The data –
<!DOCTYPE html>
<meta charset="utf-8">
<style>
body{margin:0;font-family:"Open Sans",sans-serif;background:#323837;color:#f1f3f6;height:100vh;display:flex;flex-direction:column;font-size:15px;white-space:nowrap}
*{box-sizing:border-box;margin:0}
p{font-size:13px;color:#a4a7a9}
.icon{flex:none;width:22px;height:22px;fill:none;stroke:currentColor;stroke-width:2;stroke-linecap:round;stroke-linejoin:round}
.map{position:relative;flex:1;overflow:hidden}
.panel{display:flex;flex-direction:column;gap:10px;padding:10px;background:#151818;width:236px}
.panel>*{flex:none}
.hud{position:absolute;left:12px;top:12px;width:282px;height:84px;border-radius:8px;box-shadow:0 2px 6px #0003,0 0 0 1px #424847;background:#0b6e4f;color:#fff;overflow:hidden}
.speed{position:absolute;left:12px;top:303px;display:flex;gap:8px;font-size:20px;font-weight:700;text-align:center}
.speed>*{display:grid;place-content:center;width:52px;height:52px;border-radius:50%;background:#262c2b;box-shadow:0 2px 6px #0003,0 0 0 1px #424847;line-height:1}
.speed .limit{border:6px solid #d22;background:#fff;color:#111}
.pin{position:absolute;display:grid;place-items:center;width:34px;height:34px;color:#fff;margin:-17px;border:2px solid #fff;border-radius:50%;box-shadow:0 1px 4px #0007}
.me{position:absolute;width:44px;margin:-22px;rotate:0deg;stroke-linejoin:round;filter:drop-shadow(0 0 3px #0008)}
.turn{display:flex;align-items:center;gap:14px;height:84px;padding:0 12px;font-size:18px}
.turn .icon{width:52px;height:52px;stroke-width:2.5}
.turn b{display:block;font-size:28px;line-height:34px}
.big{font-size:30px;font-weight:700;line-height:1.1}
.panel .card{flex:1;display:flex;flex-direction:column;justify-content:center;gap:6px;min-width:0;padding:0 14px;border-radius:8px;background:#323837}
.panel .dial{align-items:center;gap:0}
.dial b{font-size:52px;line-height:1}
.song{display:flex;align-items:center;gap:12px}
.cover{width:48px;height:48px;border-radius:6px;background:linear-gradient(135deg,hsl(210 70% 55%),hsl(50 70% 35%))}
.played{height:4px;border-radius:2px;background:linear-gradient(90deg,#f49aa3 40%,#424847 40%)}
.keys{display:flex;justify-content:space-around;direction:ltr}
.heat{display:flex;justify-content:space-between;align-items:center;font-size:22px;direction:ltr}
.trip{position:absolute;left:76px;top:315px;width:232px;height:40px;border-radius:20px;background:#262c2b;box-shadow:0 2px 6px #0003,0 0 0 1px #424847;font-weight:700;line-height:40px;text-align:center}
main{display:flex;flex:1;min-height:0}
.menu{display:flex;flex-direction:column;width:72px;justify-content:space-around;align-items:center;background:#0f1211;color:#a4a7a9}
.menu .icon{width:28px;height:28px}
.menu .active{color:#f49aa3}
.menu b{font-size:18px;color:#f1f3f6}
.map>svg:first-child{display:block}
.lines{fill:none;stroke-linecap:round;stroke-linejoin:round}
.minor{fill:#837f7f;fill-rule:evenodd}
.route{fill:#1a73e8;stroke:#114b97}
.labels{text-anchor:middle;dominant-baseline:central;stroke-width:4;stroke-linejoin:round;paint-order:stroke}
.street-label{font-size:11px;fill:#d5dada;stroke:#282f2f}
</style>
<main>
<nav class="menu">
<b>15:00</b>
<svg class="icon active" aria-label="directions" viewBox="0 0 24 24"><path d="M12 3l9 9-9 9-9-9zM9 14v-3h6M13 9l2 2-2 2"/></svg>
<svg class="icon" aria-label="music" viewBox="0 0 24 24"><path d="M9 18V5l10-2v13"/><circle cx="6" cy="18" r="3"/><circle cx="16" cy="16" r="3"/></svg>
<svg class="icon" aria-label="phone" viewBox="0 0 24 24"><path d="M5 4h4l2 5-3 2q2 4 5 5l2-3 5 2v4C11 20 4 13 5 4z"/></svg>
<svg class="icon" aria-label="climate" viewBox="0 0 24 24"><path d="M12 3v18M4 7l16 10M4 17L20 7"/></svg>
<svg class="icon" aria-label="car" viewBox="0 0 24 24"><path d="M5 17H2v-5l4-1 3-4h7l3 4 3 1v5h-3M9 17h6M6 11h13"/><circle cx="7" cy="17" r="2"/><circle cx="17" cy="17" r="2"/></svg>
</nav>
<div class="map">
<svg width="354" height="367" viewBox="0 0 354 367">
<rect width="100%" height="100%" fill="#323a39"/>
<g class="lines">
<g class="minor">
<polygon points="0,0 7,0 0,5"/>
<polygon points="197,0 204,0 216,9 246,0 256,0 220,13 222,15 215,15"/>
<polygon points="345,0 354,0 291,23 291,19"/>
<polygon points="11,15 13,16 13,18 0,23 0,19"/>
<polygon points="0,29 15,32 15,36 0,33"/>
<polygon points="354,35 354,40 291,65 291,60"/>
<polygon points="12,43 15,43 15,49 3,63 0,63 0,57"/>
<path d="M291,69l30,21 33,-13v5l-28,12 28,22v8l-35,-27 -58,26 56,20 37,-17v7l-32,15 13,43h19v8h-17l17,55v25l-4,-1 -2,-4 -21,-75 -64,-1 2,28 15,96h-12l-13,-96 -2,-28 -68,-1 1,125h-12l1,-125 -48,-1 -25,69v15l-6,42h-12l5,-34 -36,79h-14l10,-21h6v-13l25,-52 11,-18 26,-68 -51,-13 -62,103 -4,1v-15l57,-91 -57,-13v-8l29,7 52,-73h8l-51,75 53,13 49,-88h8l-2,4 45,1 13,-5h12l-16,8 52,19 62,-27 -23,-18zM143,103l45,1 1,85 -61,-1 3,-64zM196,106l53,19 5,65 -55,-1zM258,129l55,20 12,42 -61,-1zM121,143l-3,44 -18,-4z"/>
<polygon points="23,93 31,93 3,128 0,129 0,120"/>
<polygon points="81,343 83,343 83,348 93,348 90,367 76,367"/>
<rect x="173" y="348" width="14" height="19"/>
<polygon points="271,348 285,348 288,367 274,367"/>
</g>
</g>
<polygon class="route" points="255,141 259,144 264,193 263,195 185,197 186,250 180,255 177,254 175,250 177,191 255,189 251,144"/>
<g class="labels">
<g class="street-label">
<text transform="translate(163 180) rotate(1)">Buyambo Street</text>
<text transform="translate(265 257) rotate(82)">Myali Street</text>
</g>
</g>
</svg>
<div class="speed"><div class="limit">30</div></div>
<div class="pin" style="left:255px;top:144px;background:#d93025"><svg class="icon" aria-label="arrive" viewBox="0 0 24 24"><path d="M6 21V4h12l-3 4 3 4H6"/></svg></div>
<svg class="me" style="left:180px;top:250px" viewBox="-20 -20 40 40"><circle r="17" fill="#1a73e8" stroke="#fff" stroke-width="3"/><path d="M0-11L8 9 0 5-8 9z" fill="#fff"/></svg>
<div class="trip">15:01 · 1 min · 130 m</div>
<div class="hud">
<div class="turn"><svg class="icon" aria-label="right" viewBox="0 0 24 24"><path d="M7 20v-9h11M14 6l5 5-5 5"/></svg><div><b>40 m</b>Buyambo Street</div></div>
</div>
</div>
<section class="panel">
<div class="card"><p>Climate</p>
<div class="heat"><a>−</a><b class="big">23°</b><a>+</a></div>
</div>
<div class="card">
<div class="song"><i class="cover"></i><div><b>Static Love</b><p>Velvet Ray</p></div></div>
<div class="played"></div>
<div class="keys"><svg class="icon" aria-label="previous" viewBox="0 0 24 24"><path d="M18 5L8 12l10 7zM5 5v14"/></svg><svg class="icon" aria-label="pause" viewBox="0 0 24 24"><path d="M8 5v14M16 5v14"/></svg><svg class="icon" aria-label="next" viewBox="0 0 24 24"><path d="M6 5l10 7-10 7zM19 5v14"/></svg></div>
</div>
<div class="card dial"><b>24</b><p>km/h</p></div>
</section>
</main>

What the task asks – Would you copy every line of the entries that includes the word "keys"?

Response to the task –
.keys{display:flex;justify-content:space-around;direction:ltr}
<div class="keys"><svg class="icon" aria-label="previous" viewBox="0 0 24 24"><path d="M18 5L8 12l10 7zM5 5v14"/></svg><svg class="icon" aria-label="pause" viewBox="0 0 24 24"><path d="M8 5v14M16 5v14"/></svg><svg class="icon" aria-label="next" viewBox="0 0 24 24"><path d="M6 5l10 7-10 7zM19 5v14"/></svg></div>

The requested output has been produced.